Motivation¶

Multivariate linear regression before linear algebra:

$$ \begin{align*} y^{(1)} &\approx \theta_0 + \theta_1 x_1^{(1)} + \theta_2 x_2^{(1)} + \ldots + \theta_n x_n^{(1)} \\ y^{(2)} &\approx \theta_0 + \theta_1 x_1^{(2)} + \theta_2 x_2^{(2)} + \ldots + \theta_n x_n^{(2)} \\ \ldots \\ y^{(m)} &\approx \theta_0 + \theta_1 x_1^{(m)} + \theta_2 x_2^{(m)} + \ldots + \theta_n x_n^{(m)} \end{align*} $$

Multivariate linear regression after linear algebra $$ \mathbf{y} \approx X \boldsymbol{\theta} $$

Linear Algebra in ML¶

Succinct notation for models and algorithms
Numerical tools (save coding!) $$\boldsymbol{\theta} = (X^{T}X)^{-1}X^T\mathbf{y}$$
Inspiration for new models and problems: Netflix

Netflix¶

user	Moonlight	The Shape of Water	Frozen	Moana
Alice	5	4	1
Bob		5		2
Carol				5
David			5	5
Eve	5	4

Matrix completion problem, matrix factorization

Topics¶

Matrices
Vectors
Matrix-Matrix multiplication (and special cases)
Tranpose
Inverse

Matrices¶

A matrix is an rectangular array of numbers

$$ A = \left[ \begin{array}{cc} 101 & 10 \\ 54 & 13 \\ 10 & 47 \end{array} \right] $$

When $A$ has $m$ rows and $n$ columns, we say that:

$A$ is an $m \times n$ matrix
$A \in \mathbb{R}^{m \times n}$

The entry in row $i$ and column $j$ is denoted $A_{ij}$

sometimes $a_{ij}$ or $(A)_{ij}$

Example¶

$$ A = \left[ \begin{array}{cc} 101 & 10 \\ 54 & 13 \\ 10 & 47 \end{array} \right] $$

$A \in \mathbb{R}^{3 \times 2}$
$A_{11}= 101$
$A_{32}=$
$A_{22}=$
$A_{23}=$

Matrices in Python¶

import numpy as np

# Pass a list of lists (rows) to the np.array constructor
A = np.array([[101, 10], 
             [54,  13], 
             [10,  47]])

print(A)

m,n = A.shape

print ("A has %d rows and %d columns" % (m, n))

[[101  10]
 [ 54  13]
 [ 10  47]]
A has 3 rows and 2 columns

Matrix Indexing in Python¶

Note that Python is zero-indexed

A = np.array([[101, 10], 
             [54,  13], 
             [10,  47]])


print (A[0,0])   # A_11 in math
print (A[2,1])   # A_32 in math
print (A[1,1])   # A_22 in math
print (A[1,2])   # A_23 in math. ERROR!

101
47
13

---------------------------------------------------------------------------
IndexError                                Traceback (most recent call last)
<ipython-input-2-b8e3cbbc21f2> in <module>
      7 print (A[2,1])   # A_32 in math
      8 print (A[1,1])   # A_22 in math
----> 9 print (A[1,2])   # A_23 in math. ERROR!

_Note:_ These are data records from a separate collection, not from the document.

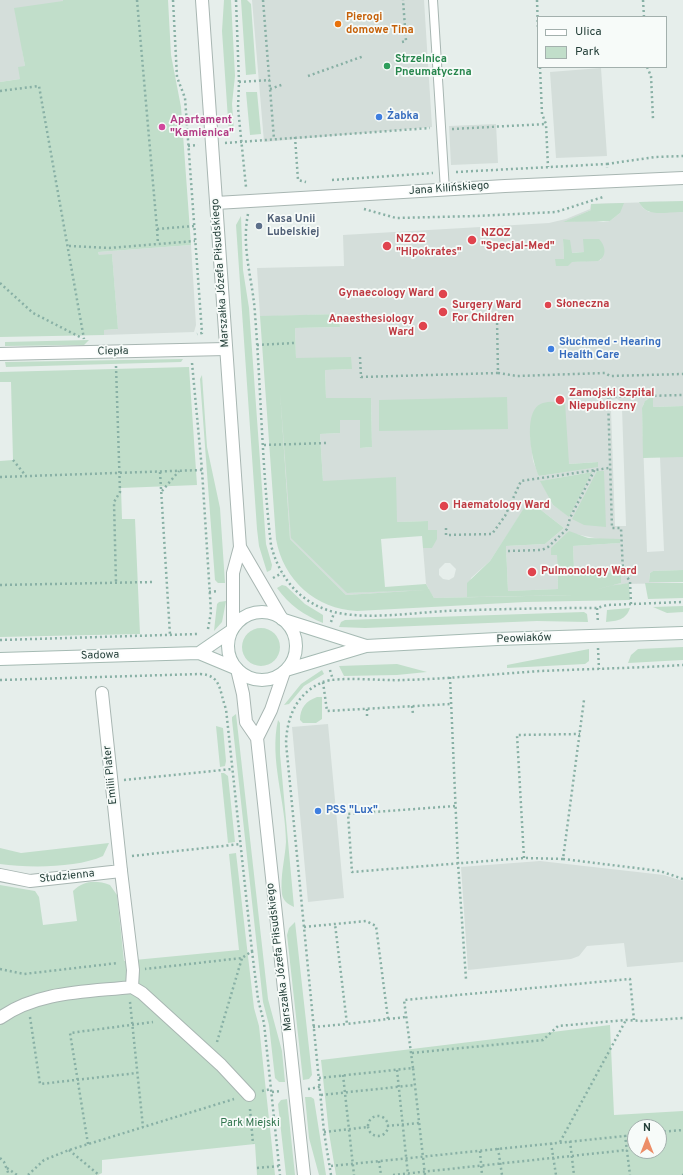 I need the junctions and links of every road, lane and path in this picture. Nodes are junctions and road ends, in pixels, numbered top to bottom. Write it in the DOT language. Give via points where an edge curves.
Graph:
graph roads {
  1 [pos="136,0"];
  2 [pos="172,0"];
  3 [pos="202,0"];
  4 [pos="236,0"];
  5 [pos="263,0"];
  6 [pos="404,0"];
  7 [pos="433,0"];
  8 [pos="537,0"];
  9 [pos="643,0"];
  10 [pos="538,16"];
  11 [pos="644,16"];
  12 [pos="402,42"];
  13 [pos="364,56"];
  14 [pos="540,68"];
  15 [pos="647,68"];
  16 [pos="308,76"];
  17 [pos="270,80"];
  18 [pos="239,82"];
  19 [pos="284,84"];
  20 [pos="270,89"];
  21 [pos="0,92"];
  22 [pos="653,119"];
  23 [pos="546,124"];
  24 [pos="441,130"];
  25 [pos="295,137"];
  26 [pos="274,139"];
  27 [pos="231,142"];
  28 [pos="240,142"];
  29 [pos="195,145"];
  30 [pos="188,146"];
  31 [pos="683,156"];
  32 [pos="606,164"];
  33 [pos="548,167"];
  34 [pos="607,171"];
  35 [pos="444,173"];
  36 [pos="683,178"];
  37 [pos="327,181"];
  38 [pos="311,182"];
  39 [pos="445,190"];
  40 [pos="246,191"];
  41 [pos="608,195"];
  42 [pos="216,203"];
  43 [pos="358,208"];
  44 [pos="256,213"];
  45 [pos="194,226"];
  46 [pos="157,229"];
  47 [pos="195,241"];
  48 [pos="158,244"];
  49 [pos="69,246"];
  50 [pos="0,283"];
  51 [pos="453,320"];
  52 [pos="191,337"];
  53 [pos="294,343"];
  54 [pos="258,345"];
  55 [pos="226,349"];
  56 [pos="0,354"];
  57 [pos="360,356"];
  58 [pos="192,363"];
  59 [pos="116,365"];
  60 [pos="498,373"];
  61 [pos="683,374"];
  62 [pos="683,395"];
  63 [pos="327,443"];
  64 [pos="264,445"];
  65 [pos="13,460"];
  66 [pos="609,468"];
  67 [pos="596,469"];
  68 [pos="202,470"];
  69 [pos="180,471"];
  70 [pos="160,472"];
  71 [pos="119,473"];
  72 [pos="26,476"];
  73 [pos="0,477"];
  74 [pos="161,492"];
  75 [pos="446,528"];
  76 [pos="240,547"];
  77 [pos="508,551"];
  78 [pos="282,573"];
  79 [pos="271,580"];
  80 [pos="154,582"];
  81 [pos="116,583"];
  82 [pos="0,585"];
  83 [pos="683,602"];
  84 [pos="631,604"];
  85 [pos="597,608"];
  86 [pos="283,620"];
  87 [pos="598,622"];
  88 [pos="232,630"];
  89 [pos="683,634"];
  90 [pos="170,635"];
  91 [pos="0,640"];
  92 [pos="366,646"];
  93 [pos="598,650"];
  94 [pos="199,653"];
  95 [pos="0,659"];
  96 [pos="683,664"];
  97 [pos="329,667"];
  98 [pos="236,668"];
  99 [pos="599,669"];
  100 [pos="285,671"];
  101 [pos="450,676"];
  102 [pos="0,680"];
  103 [pos="332,680"];
  104 [pos="323,682"];
  105 [pos="102,693"];
  106 [pos="584,700"];
  107 [pos="451,704"];
  108 [pos="412,706"];
  109 [pos="367,709"];
  110 [pos="413,714"];
  111 [pos="367,717"];
  112 [pos="580,734"];
  113 [pos="257,738"];
  114 [pos="232,768"];
  115 [pos="112,781"];
  116 [pos="455,806"];
  117 [pos="241,844"];
  118 [pos="120,858"];
  119 [pos="524,858"];
  120 [pos="563,859"];
  121 [pos="458,863"];
  122 [pos="121,871"];
  123 [pos="0,875"];
  124 [pos="683,879"];
  125 [pos="335,924"];
  126 [pos="304,927"];
  127 [pos="252,951"];
  128 [pos="242,958"];
  129 [pos="132,966"];
  130 [pos="0,969"];
  131 [pos="466,979"];
  132 [pos="132,987"];
  133 [pos="28,1002"];
  134 [pos="406,1017"];
  135 [pos="0,1018"];
  136 [pos="683,1018"];
  137 [pos="388,1019"];
  138 [pos="626,1020"];
  139 [pos="634,1020"];
  140 [pos="348,1024"];
  141 [pos="132,1025"];
  142 [pos="313,1027"];
  143 [pos="412,1053"];
  144 [pos="213,1058"];
  145 [pos="413,1068"];
  146 [pos="397,1070"];
  147 [pos="137,1073"];
  148 [pos="343,1075"];
  149 [pos="319,1078"];
  150 [pos="77,1080"];
  151 [pos="415,1085"];
  152 [pos="320,1087"];
  153 [pos="398,1087"];
  154 [pos="271,1088"];
  155 [pos="303,1089"];
  156 [pos="266,1090"];
  157 [pos="345,1092"];
  158 [pos="321,1095"];
  159 [pos="249,1099"];
  160 [pos="419,1122"];
  161 [pos="402,1124"];
  162 [pos="388,1126"];
  163 [pos="143,1127"];
  164 [pos="368,1128"];
  165 [pos="349,1129"];
  166 [pos="683,1130"];
  167 [pos="667,1131"];
  168 [pos="324,1132"];
  169 [pos="625,1136"];
  170 [pos="570,1141"];
  171 [pos="560,1142"];
  172 [pos="552,1143"];
  173 [pos="88,1144"];
  174 [pos="253,1144"];
  175 [pos="498,1148"];
  176 [pos="69,1150"];
  177 [pos="627,1150"];
  178 [pos="480,1151"];
  179 [pos="423,1156"];
  180 [pos="572,1156"];
  181 [pos="0,1158"];
  182 [pos="407,1158"];
  183 [pos="554,1158"];
  184 [pos="628,1159"];
  185 [pos="379,1162"];
  186 [pos="500,1163"];
  187 [pos="353,1164"];
  188 [pos="279,1166"];
  189 [pos="331,1166"];
  190 [pos="481,1166"];
  191 [pos="7,1168"];
  192 [pos="257,1168"];
  193 [pos="425,1173"];
  194 [pos="9,1174"];
  195 [pos="408,1174"];
  196 [pos="17,1175"];
  197 [pos="28,1175"];
  198 [pos="99,1175"];
  199 [pos="280,1175"];
  200 [pos="304,1175"];
  201 [pos="332,1175"];
  202 [pos="354,1175"];
  203 [pos="381,1175"];
  204 [pos="394,1175"];
  205 [pos="482,1175"];
  206 [pos="502,1175"];
  207 [pos="556,1175"];
  208 [pos="574,1175"];
  209 [pos="630,1175"];
  1 -- 46 [label="path"];
  2 -- 30 [label="path" via="178,77 185,98"];
  3 -- 42 [label="street, Marszałka Józefa Piłsudskiego"];
  4 -- 18 [label="path"];
  5 -- 17 [label="path"];
  6 -- 12 [label="path" via="406,41"];
  7 -- 24 [label="lane"];
  8 -- 10 [label="path"];
  9 -- 11 [label="path"];
  13 -- 16 [label="path"];
  14 -- 23 [label="path" via="542,114"];
  15 -- 22 [label="path" via="651,76"];
  17 -- 18 [label="path"];
  17 -- 20 [label="path"];
  18 -- 28 [label="path"];
  19 -- 20 [label="path"];
  20 -- 26 [label="path"];
  21 -- 49 [label="path" via="39,86"];
  23 -- 24 [label="path"];
  23 -- 33 [label="path"];
  24 -- 25 [label="path" via="432,127"];
  24 -- 35 [label="lane"];
  25 -- 26 [label="path"];
  25 -- 38 [label="path" via="298,180"];
  26 -- 28 [label="path"];
  27 -- 28 [label="path"];
  28 -- 40 [label="path"];
  29 -- 30 [label="path"];
  30 -- 45 [label="path"];
  31 -- 32 [label="path"];
  32 -- 33 [label="path"];
  32 -- 34 [label="path"];
  33 -- 35 [label="path"];
  35 -- 37 [label="path"];
  35 -- 39 [label="lane"];
  36 -- 39 [label="street, Jana Kilińskiego"];
  39 -- 42 [label="street, Jana Kilińskiego"];
  41 -- 43 [label="path" via="556,212 396,218"];
  42 -- 55 [label="street, Marszałka Józefa Piłsudskiego"];
  44 -- 54 [label="path" via="248,212 246,225 247,268"];
  45 -- 46 [label="path"];
  45 -- 47 [label="path"];
  46 -- 48 [label="path"];
  47 -- 48 [label="path"];
  47 -- 52 [label="path" via="202,333"];
  48 -- 49 [label="path" via="109,248"];
  49 -- 50 [label="path" via="84,339 34,313"];
  51 -- 60 [label="path" via="497,319"];
  53 -- 54 [label="path"];
  54 -- 64 [label="path"];
  55 -- 56 [label="street, Ciepła"];
  55 -- 76 [label="street, Marszałka Józefa Piłsudskiego"];
  57 -- 60 [label="path" via="361,377"];
  58 -- 68 [label="path"];
  59 -- 71 [label="path"];
  60 -- 61 [label="path" via="517,376"];
  62 -- 66 [label="path" via="608,397"];
  63 -- 64 [label="path"];
  64 -- 78 [label="path" via="271,545"];
  65 -- 72 [label="path"];
  66 -- 67 [label="path"];
  66 -- 84 [label="path" via="612,528 621,528 623,572 630,581"];
  67 -- 75 [label="path" via="521,481 505,516 492,534 446,535"];
  67 -- 77 [label="path" via="570,518 567,529 548,547 542,550"];
  68 -- 69 [label="path"];
  68 -- 90 [label="path" via="211,612 206,633"];
  69 -- 70 [label="path"];
  69 -- 74 [label="path"];
  70 -- 71 [label="path"];
  70 -- 74 [label="path"];
  71 -- 72 [label="path"];
  71 -- 81 [label="path" via="120,492 114,502"];
  72 -- 73 [label="path"];
  74 -- 90 [label="path"];
  76 -- 86 [label="street, Marszałka Józefa Piłsudskiego"];
  76 -- 88 [label="street, Marszałka Józefa Piłsudskiego" via="233,573"];
  78 -- 79 [label="path"];
  78 -- 85 [label="path" via="294,589 310,603 334,613 351,615"];
  80 -- 81 [label="path"];
  81 -- 82 [label="path"];
  83 -- 84 [label="path"];
  84 -- 85 [label="path"];
  85 -- 87 [label="path"];
  86 -- 88 [label="street" via="267,613 251,614"];
  86 -- 92 [label="street, Peowiaków"];
  86 -- 100 [label="street" via="293,633 295,645 294,657"];
  88 -- 94 [label="street"];
  88 -- 98 [label="street" via="228,646 231,661"];
  89 -- 92 [label="street, Peowiaków"];
  90 -- 91 [label="path"];
  92 -- 100 [label="street, Peowiaków"];
  93 -- 99 [label="path"];
  94 -- 95 [label="street, Sadowa"];
  94 -- 98 [label="street, Sadowa"];
  96 -- 99 [label="path"];
  97 -- 103 [label="path"];
  98 -- 100 [label="street" via="249,678 263,680"];
  98 -- 113 [label="street, Marszałka Józefa Piłsudskiego" via="243,694 246,722"];
  99 -- 101 [label="path"];
  100 -- 113 [label="street" via="271,710"];
  101 -- 103 [label="path" via="402,680"];
  101 -- 107 [label="path"];
  102 -- 114 [label="path" via="210,674 219,683 226,709"];
  103 -- 104 [label="path"];
  104 -- 109 [label="path" via="327,711"];
  104 -- 126 [label="path" via="311,688 296,703 289,717 286,733"];
  105 -- 115 [label="street, Emilii Plater"];
  106 -- 112 [label="path"];
  107 -- 108 [label="path"];
  107 -- 116 [label="path"];
  108 -- 109 [label="path"];
  108 -- 110 [label="path"];
  109 -- 111 [label="path"];
  112 -- 119 [label="path" via="517,734"];
  112 -- 120 [label="path"];
  113 -- 200 [label="street, Marszałka Józefa Piłsudskiego"];
  114 -- 115 [label="path"];
  114 -- 117 [label="path"];
  115 -- 118 [label="street, Emilii Plater"];
  116 -- 121 [label="path"];
  116 -- 121 [label="path" via="348,814 352,872"];
  117 -- 118 [label="path"];
  117 -- 127 [label="path"];
  118 -- 122 [label="street"];
  119 -- 120 [label="path"];
  119 -- 121 [label="path"];
  120 -- 124 [label="path" via="660,871"];
  121 -- 131 [label="path"];
  122 -- 123 [label="street, Studzienna" via="30,881"];
  122 -- 129 [label="street"];
  125 -- 126 [label="path"];
  125 -- 137 [label="path" via="366,921 376,926"];
  125 -- 140 [label="path"];
  126 -- 142 [label="path"];
  127 -- 128 [label="path"];
  127 -- 154 [label="path"];
  128 -- 129 [label="path"];
  128 -- 144 [label="path"];
  129 -- 130 [label="path" via="24,974"];
  129 -- 132 [label="street"];
  132 -- 133 [label="street" via="62,995"];
  132 -- 141 [label="path"];
  132 -- 144 [label="street" via="142,993"];
  133 -- 135 [label="street"];
  133 -- 150 [label="path" via="40,1084"];
  134 -- 137 [label="path"];
  134 -- 139 [label="path" via="404,1000 630,979"];
  134 -- 143 [label="path"];
  136 -- 139 [label="path"];
  137 -- 140 [label="path"];
  138 -- 139 [label="path"];
  138 -- 143 [label="path" via="558,1026 543,1040"];
  138 -- 171 [label="path"];
  140 -- 142 [label="path"];
  141 -- 147 [label="path"];
  141 -- 150 [label="path" via="70,1033"];
  142 -- 149 [label="path"];
  143 -- 145 [label="path"];
  144 -- 159 [label="street"];
  145 -- 146 [label="path"];
  145 -- 151 [label="path"];
  146 -- 148 [label="path"];
  146 -- 153 [label="path"];
  147 -- 150 [label="path"];
  147 -- 163 [label="path"];
  148 -- 149 [label="path"];
  148 -- 157 [label="path"];
  149 -- 152 [label="path"];
  150 -- 173 [label="path"];
  151 -- 153 [label="path"];
  151 -- 160 [label="path"];
  152 -- 155 [label="path"];
  152 -- 158 [label="path"];
  153 -- 157 [label="path"];
  153 -- 161 [label="path"];
  154 -- 156 [label="path"];
  154 -- 188 [label="path"];
  157 -- 158 [label="path"];
  157 -- 165 [label="path"];
  158 -- 168 [label="path"];
  159 -- 163 [label="path"];
  159 -- 174 [label="path"];
  160 -- 161 [label="path"];
  160 -- 179 [label="path"];
  161 -- 162 [label="path"];
  161 -- 182 [label="path"];
  162 -- 164 [label="path" via="380,1135 374,1135"];
  162 -- 164 [label="path" via="385,1120 376,1116 371,1119"];
  163 -- 173 [label="path"];
  164 -- 165 [label="path"];
  165 -- 168 [label="path"];
  165 -- 187 [label="path"];
  166 -- 167 [label="path"];
  168 -- 189 [label="path"];
  169 -- 170 [label="path"];
  169 -- 177 [label="path"];
  170 -- 171 [label="path"];
  170 -- 180 [label="path"];
  171 -- 172 [label="path"];
  172 -- 175 [label="path"];
  172 -- 183 [label="path"];
  173 -- 176 [label="path"];
  175 -- 178 [label="path"];
  175 -- 186 [label="path"];
  176 -- 197 [label="path" via="44,1160"];
  176 -- 198 [label="path"];
  177 -- 180 [label="path"];
  178 -- 179 [label="path"];
  178 -- 190 [label="path"];
  179 -- 182 [label="path"];
  179 -- 193 [label="path"];
  180 -- 183 [label="path"];
  180 -- 208 [label="path"];
  181 -- 191 [label="path"];
  182 -- 185 [label="path"];
  182 -- 195 [label="path"];
  183 -- 186 [label="path"];
  183 -- 207 [label="path"];
  184 -- 209 [label="path"];
  185 -- 187 [label="path"];
  185 -- 203 [label="path"];
  186 -- 190 [label="path"];
  186 -- 206 [label="path"];
  187 -- 189 [label="path"];
  187 -- 202 [label="path"];
  188 -- 192 [label="path"];
  188 -- 199 [label="path"];
  189 -- 201 [label="path"];
  190 -- 193 [label="path"];
  190 -- 205 [label="path"];
  191 -- 194 [label="path"];
  191 -- 196 [label="path"];
  193 -- 195 [label="path"];
  195 -- 204 [label="path"];
}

IndexError: index 2 is out of bounds for axis 1 with size 2

Vectors¶

A vector is an $n \times 1$ matrix:

$$ \mathbf{x} = \left[ \begin{array}{c} 8 \\ 2.4 \\ 1 \\ -10 \end{array} \right] $$

We write $\mathbf{x} \in \mathbb{R}^n$ (instead of $\mathbf{x} \in \mathbb{R}^{n \times 1}$)
The $i$th entry is $x_i$

Indexing¶

Consider $\mathbf{x} \in \mathbb{R}^4$ defined as $\small \mathbf{x} = \left[ \begin{array}{c} 8 \\ 2.4 \\ 1 \\ -10 \end{array} \right] $
- $x_1 =$
- $x_4 =$

x = np.array([8, 2.4, 1, -10])  # in numpy a vector is a 1d array
print(x[0])
print(x[3])

8.0
-10.0

Addition¶

If two matrices have the same size, we can add them by adding corresponding elements

$$ \begin{bmatrix} 1 & 2 \\ 3 & 4 \end{bmatrix} + \begin{bmatrix} 3 & 5 \\ -1 & 0 \end{bmatrix} = \begin{bmatrix} 4 & 7 \\ 2 & 4 \end{bmatrix} $$

Subtraction is similar
Matrices of different sizes cannot be added or subtracted

A = np.array([[1, 2], 
              [3, 4]])

B = np.array([[3, 5],
              [-1, 0]])

print(A + B)

[[4 7]
 [2 4]]

A = np.array([[1, 2], 
              [3, 4]])

C = np.array([[1, 2, 3]])

print(A + C)

---------------------------------------------------------------------------
ValueError                                Traceback (most recent call last)
<ipython-input-5-80349e9e711d> in <module>
      4 C = np.array([[1, 2, 3]])
      5 
----> 6 print(A + C)

ValueError: operands could not be broadcast together with shapes (2,2) (1,3)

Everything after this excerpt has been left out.